TO DO —
Repeat every record exactly, but omit the images.

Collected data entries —
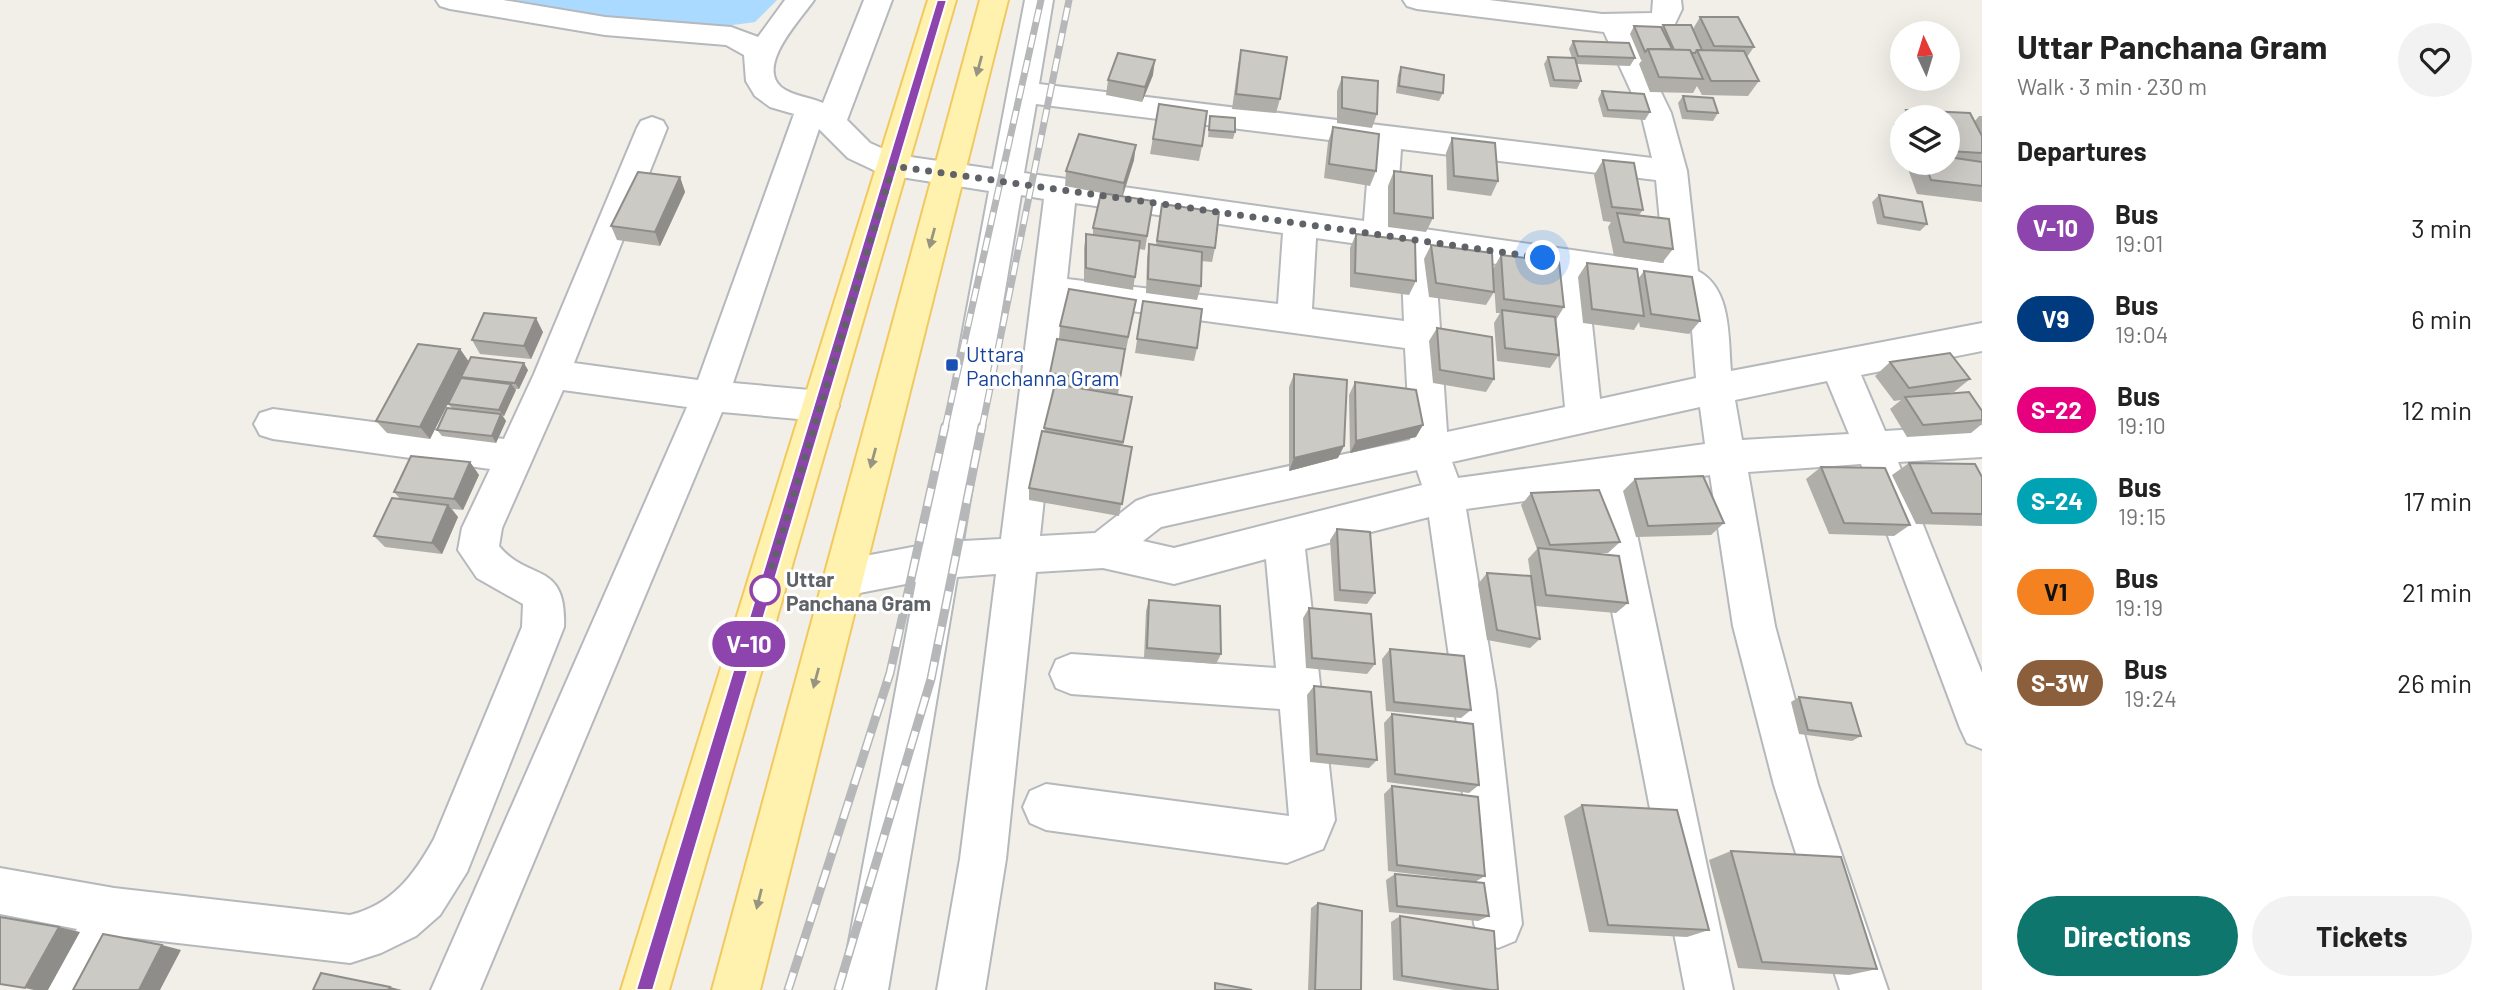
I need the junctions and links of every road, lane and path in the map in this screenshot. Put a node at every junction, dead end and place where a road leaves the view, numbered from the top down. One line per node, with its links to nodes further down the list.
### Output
1 (450, 0): 10 (street)
2 (800, 0): 10 (street)
3 (878, 0): 12 (street)
4 (942, 0): 15 (main road)
5 (995, 0): 17 (main road, one-way to 17)
6 (1039, 0): 11 (street)
7 (1417, 0): 9 (street)
8 (1667, 0): 9 (street)
9 (1614, 23): 16 (street)
10 (759, 56): 12 (street)
11 (1022, 92): 14 (street); 18 (street)
12 (821, 115): 15 (street); 32 (street)
13 (652, 128): 30 (street)
14 (1386, 136): 16 (street); 21 (street)
15 (893, 166): 17 (street); 33 (main road)
16 (1671, 171): 24 (street)
17 (950, 173): 18 (street); 47 (main road, one-way to 47)
18 (1007, 180): 19 (street); 46 (street)
19 (1060, 188): 20 (street); 45 (street)
20 (1300, 223): 21 (street); 26 (street)
21 (1380, 234): 22 (street)
22 (1417, 240): 23 (street); 27 (street)
23 (1568, 261): 24 (street); 34 (street)
24 (1682, 278): 31 (street)
25 (1072, 290): 26 (street)
26 (1294, 320): 27 (street)
27 (1423, 337): 38 (street)
28 (1982, 337): 29 (street)
29 (1838, 364): 31 (street); 37 (street)
30 (552, 374): 32 (street); 39 (street)
31 (1715, 389): 34 (street); 40 (street)
32 (710, 396): 33 (street); 56 (street)
33 (821, 406): 57 (main road)
34 (1584, 418): 38 (street)
35 (273, 424): 39 (street)
36 (1982, 441): 37 (street)
37 (1874, 448): 40 (street); 50 (street)
38 (1429, 450): 42 (street); 44 (street)
39 (514, 456): 53 (street)
40 (1727, 457): 41 (street); 62 (street)
41 (1605, 474): 42 (street); 61 (street)
42 (1445, 496): 43 (street); 54 (street)
43 (1284, 538): 44 (street); 49 (street)
44 (1102, 550): 45 (street)
45 (1017, 555): 46 (street); 60 (street)
46 (940, 560): 47 (street); 59 (street)
47 (844, 578): 58 (main road, one-way to 58)
48 (1072, 674): 49 (street)
49 (1297, 690): 51 (street)
50 (1982, 728)
51 (1046, 807)
52 (0, 891): 53 (street)
53 (114, 912): 55 (street)
54 (1498, 924)
55 (67, 990)
56 (455, 990)
57 (645, 990)
58 (736, 990)
59 (864, 990)
60 (961, 990)
61 (1709, 990)
62 (1864, 990)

YOUR RESPONSE —
I need the junctions and links of every road, lane and path in the map in this screenshot. Put a node at every junction, dead end and place where a road leaves the view, numbered from the top down. One line per node, with its links to nodes further down the list.
### Output
1 (450, 0): 10 (street)
2 (800, 0): 10 (street)
3 (878, 0): 12 (street)
4 (942, 0): 15 (main road)
5 (995, 0): 17 (main road, one-way to 17)
6 (1039, 0): 11 (street)
7 (1417, 0): 9 (street)
8 (1667, 0): 9 (street)
9 (1614, 23): 16 (street)
10 (759, 56): 12 (street)
11 (1022, 92): 14 (street); 18 (street)
12 (821, 115): 15 (street); 32 (street)
13 (652, 128): 30 (street)
14 (1386, 136): 16 (street); 21 (street)
15 (893, 166): 17 (street); 33 (main road)
16 (1671, 171): 24 (street)
17 (950, 173): 18 (street); 47 (main road, one-way to 47)
18 (1007, 180): 19 (street); 46 (street)
19 (1060, 188): 20 (street); 45 (street)
20 (1300, 223): 21 (street); 26 (street)
21 (1380, 234): 22 (street)
22 (1417, 240): 23 (street); 27 (street)
23 (1568, 261): 24 (street); 34 (street)
24 (1682, 278): 31 (street)
25 (1072, 290): 26 (street)
26 (1294, 320): 27 (street)
27 (1423, 337): 38 (street)
28 (1982, 337): 29 (street)
29 (1838, 364): 31 (street); 37 (street)
30 (552, 374): 32 (street); 39 (street)
31 (1715, 389): 34 (street); 40 (street)
32 (710, 396): 33 (street); 56 (street)
33 (821, 406): 57 (main road)
34 (1584, 418): 38 (street)
35 (273, 424): 39 (street)
36 (1982, 441): 37 (street)
37 (1874, 448): 40 (street); 50 (street)
38 (1429, 450): 42 (street); 44 (street)
39 (514, 456): 53 (street)
40 (1727, 457): 41 (street); 62 (street)
41 (1605, 474): 42 (street); 61 (street)
42 (1445, 496): 43 (street); 54 (street)
43 (1284, 538): 44 (street); 49 (street)
44 (1102, 550): 45 (street)
45 (1017, 555): 46 (street); 60 (street)
46 (940, 560): 47 (street); 59 (street)
47 (844, 578): 58 (main road, one-way to 58)
48 (1072, 674): 49 (street)
49 (1297, 690): 51 (street)
50 (1982, 728)
51 (1046, 807)
52 (0, 891): 53 (street)
53 (114, 912): 55 (street)
54 (1498, 924)
55 (67, 990)
56 (455, 990)
57 (645, 990)
58 (736, 990)
59 (864, 990)
60 (961, 990)
61 (1709, 990)
62 (1864, 990)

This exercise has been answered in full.